— DATA TO PROCESS —
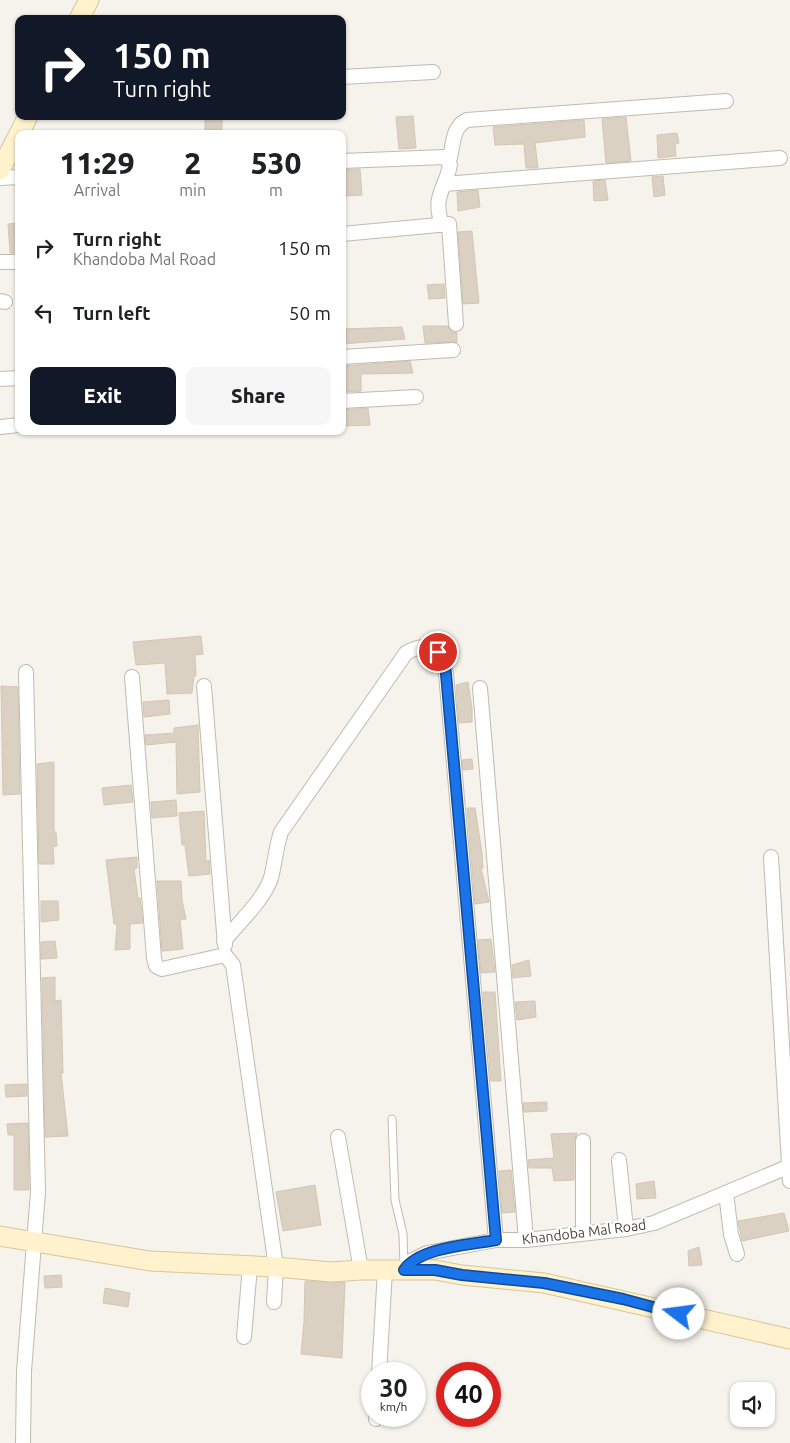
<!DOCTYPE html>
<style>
:root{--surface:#fff;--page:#f6f6f6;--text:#202124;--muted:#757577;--accent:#111827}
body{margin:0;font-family:Ubuntu,sans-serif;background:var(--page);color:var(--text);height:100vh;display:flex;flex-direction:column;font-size:19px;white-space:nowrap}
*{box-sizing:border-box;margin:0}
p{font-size:16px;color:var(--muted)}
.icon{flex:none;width:28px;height:28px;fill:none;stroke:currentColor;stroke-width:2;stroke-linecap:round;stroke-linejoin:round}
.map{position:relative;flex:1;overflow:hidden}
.sheet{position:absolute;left:15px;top:130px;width:331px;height:305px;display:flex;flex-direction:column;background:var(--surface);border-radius:10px;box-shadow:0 1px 4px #0004}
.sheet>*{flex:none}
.guide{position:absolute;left:15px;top:15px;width:331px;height:105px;border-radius:10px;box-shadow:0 1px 4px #0004;background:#111827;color:#fff;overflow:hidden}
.tools{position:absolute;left:730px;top:1382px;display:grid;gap:10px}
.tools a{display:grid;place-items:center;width:45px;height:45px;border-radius:10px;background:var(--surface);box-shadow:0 1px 4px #0004;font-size:25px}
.speed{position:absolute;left:361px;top:1362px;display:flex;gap:10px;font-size:25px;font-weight:700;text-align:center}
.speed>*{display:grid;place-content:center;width:65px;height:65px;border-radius:50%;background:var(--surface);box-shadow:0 1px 4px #0004;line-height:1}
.speed small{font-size:12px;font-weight:400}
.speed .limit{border:8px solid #d22;background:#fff;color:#111}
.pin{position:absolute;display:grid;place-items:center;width:42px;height:42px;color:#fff;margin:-21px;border:2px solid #fff;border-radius:50%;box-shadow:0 1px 5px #0007}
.me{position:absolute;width:55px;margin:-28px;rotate:285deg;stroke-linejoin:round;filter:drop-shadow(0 0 4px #0008)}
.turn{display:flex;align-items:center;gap:18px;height:105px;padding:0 15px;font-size:22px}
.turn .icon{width:65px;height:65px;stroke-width:2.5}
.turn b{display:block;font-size:35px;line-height:42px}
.eta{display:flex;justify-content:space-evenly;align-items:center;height:85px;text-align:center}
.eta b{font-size:30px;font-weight:800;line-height:35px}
.primary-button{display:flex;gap:10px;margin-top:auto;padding:10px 15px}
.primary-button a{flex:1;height:58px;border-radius:10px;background:var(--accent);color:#fff;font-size:20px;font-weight:800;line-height:58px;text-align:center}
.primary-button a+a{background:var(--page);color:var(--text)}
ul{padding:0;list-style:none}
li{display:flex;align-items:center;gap:15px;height:65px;padding:0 15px}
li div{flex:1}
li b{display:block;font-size:19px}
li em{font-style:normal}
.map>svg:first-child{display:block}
.building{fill:#dbd1c3;stroke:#d3c6b3}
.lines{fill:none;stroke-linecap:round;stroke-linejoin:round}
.lane-casing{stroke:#c2baad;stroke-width:9}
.street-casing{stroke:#c2baad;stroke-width:16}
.secondary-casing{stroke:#d7c69b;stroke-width:21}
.lane{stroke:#fff;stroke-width:7}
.street{stroke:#fff;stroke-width:14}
.secondary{stroke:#fff2cd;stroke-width:19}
.route-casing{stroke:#114b97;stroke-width:12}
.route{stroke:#1a73e8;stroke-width:9}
.labels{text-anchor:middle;stroke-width:4.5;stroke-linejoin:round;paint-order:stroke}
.street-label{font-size:14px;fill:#4b4339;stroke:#fff}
</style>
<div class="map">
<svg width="790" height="1443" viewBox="0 0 790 1443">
<rect width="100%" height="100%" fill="#f6f3ec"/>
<g class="building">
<rect x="205" y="116" width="17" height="14"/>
<path d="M413,116L416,148L399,149L396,117Z"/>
<path d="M626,117L631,161L606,163L602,119Z"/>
<path d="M584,120L585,137L535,143L538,168H526L524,144L495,145L493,127Z"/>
<path d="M677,133L679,143L675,144L676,156L658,158L657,135Z"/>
<path d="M360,169L362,195L342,196V170Z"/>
<path d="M663,176L665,195L654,197L652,177Z"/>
<path d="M605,180L608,200L594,201L593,181Z"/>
<path d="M478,190L480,207L458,211L457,192Z"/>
<path d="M19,223V253H10L8,224Z"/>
<path d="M472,231L479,303L463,304L458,232Z"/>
<path d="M444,284L445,298L429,299L427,285Z"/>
<path d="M423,326H448L452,332L457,333V342L425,343Z"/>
<path d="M402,327L405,339L342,344V329Z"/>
<path d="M410,361L413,373L361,374V391L345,392L343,366Z"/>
<path d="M368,408L370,425L342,426V410Z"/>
<path d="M201,636L203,654L195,655L196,676H194L192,693L167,694L165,663L136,665L133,642Z"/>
<path d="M468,682L472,708V722L459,723L456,685Z"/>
<path d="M1,686L18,687L20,794L3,795Z"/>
<path d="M169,700L170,714L144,717L143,702Z"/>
<path d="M198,725L200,792L177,794L176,742L146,745L145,735L174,733V728Z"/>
<path d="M472,759L473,769L463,770L462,760Z"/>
<path d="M54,762V832H56L57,846L53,847L54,864H39L37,764Z"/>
<path d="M131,785L133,802L104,805L102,788Z"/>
<path d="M176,800L177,816L152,818L151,802Z"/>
<path d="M467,808H475L482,853L483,868H481L489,902L475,904Z"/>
<path d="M204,811L206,861L209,860L210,874L189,876L185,845H182L179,813Z"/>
<path d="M137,857V868L134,869L138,898H140L143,923L130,924V949L115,950L117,924H114L106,860Z"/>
<path d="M157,881H181L182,900L186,919L180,920L183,949L162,951Z"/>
<path d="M41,901H58L59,920L41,922Z"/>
<path d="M491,939L495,972L481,973L478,940Z"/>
<path d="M55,941L57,958L41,959V942Z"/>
<path d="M529,960L531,976L513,978L512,965Z"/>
<path d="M55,977V1001L61,1000L63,1073H61L68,1136L45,1137L42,978Z"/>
<path d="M483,992H495L501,1081H491Z"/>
<path d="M535,1001L536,1017L517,1020L515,1002Z"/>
<path d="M27,1084V1096L6,1097L5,1085Z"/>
<path d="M547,1102V1111L524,1112L523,1103Z"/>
<path d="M28,1123L29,1190H14V1135H8L7,1124Z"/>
<path d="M577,1133L574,1141V1180L554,1181L552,1168H529L528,1160L554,1158L551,1134Z"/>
<path d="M511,1170L515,1212L502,1213L499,1171Z"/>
<path d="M654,1181L656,1198L637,1199L636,1184Z"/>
<path d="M315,1185L321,1225L283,1231L276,1192Z"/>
<path d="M784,1213L789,1231L742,1241L738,1221Z"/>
<path d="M699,1247L702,1265L689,1266L688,1251Z"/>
<path d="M61,1275L62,1287L45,1288L44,1276Z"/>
<path d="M305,1281L345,1282L342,1358L301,1354L304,1322Z"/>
<path d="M105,1288L130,1293L128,1307L103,1303Z"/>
</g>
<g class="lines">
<defs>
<path id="lane" d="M392,1119L395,1200L403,1234L404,1267"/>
<g id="street">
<path d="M342,77L433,72"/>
<path d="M342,161L445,157L450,165C445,191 432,195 442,225"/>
<path d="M449,161C454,145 451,128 467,120L726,101"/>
<path d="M0,178L19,177"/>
<path d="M444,184L780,158"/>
<path d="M342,234L449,224L456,324"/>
<path d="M0,262H19"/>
<path d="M0,301L5,302"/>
<path d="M342,357L453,350"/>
<path d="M0,379L19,378"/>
<path d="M342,401L416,397"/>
<path d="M0,427L19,425"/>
<path d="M132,677L154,958L156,966L162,969L225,955L233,965L276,1267L274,1302"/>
<path d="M204,686L225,945"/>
<path d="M480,688L526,1240"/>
<path d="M771,857L790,1181"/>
<path d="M224,941C239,922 263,901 271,878C275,862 276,847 281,832L406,653C430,639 441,651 446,674L496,1240"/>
<path d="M338,1137L361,1270"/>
<path d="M583,1141V1233"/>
<path d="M619,1160L626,1229"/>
<path d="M726,1193L731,1234L737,1254"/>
<path d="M404,1270L409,1262L427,1253L453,1248L496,1240H526L626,1229L654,1223L790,1166"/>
<path d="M244,1337L250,1266"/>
<path d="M379,1374L385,1270"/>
<path d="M376,1419L377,1416"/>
<path d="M23,1443L24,1371L38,1192L26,672"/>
</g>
<g id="secondary">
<path d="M79,19L89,0"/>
<path d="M19,134L28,116"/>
<path d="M0,170L19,134"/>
<path d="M0,1236L150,1261L276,1267L331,1272L361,1270H435L462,1275L544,1283L790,1339"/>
</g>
</defs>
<use href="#lane" class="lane-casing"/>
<use href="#street" class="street-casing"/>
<use href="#secondary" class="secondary-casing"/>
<use href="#lane" class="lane"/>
<use href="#street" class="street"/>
<use href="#secondary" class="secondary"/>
</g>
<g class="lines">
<defs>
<path id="route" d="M438,652L444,661L446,674L496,1240C469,1245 420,1247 404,1270H435L462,1275L544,1283L623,1299L679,1314"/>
</defs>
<use href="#route" class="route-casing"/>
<use href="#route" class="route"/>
</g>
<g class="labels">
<g class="street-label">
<text transform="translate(584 1232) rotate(-7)" y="5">Khandoba Mal Road</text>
</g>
</g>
</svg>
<div class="tools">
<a><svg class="icon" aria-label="sound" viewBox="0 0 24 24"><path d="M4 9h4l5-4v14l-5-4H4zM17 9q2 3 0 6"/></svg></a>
</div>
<div class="speed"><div>30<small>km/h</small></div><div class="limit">40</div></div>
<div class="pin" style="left:438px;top:652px;background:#d93025"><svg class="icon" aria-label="arrive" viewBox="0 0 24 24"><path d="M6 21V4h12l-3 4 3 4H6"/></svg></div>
<svg class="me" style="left:679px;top:1314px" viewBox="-20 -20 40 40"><circle r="19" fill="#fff"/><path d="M0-13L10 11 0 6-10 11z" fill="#1a73e8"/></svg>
<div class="guide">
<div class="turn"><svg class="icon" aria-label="right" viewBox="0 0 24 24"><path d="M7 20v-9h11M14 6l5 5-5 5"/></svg><div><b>150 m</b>Turn right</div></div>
</div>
<section class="sheet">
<div class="eta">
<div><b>11:29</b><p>Arrival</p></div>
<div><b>2</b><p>min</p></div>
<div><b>530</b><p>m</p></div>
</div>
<ul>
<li><svg class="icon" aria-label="right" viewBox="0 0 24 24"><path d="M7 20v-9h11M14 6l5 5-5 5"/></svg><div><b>Turn right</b><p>Khandoba Mal Road</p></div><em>150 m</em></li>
<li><svg class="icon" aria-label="left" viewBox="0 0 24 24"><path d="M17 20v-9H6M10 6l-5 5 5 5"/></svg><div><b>Turn left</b></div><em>50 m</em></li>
</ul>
<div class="primary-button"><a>Exit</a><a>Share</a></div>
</section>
</div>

— WHAT NEEDS TO BE DONE —
Look through the data above and return each line where the string "limit" occurs.

— EXERCISE OUTPUT —
.speed .limit{border:8px solid #d22;background:#fff;color:#111}
<div class="speed"><div>30<small>km/h</small></div><div class="limit">40</div></div>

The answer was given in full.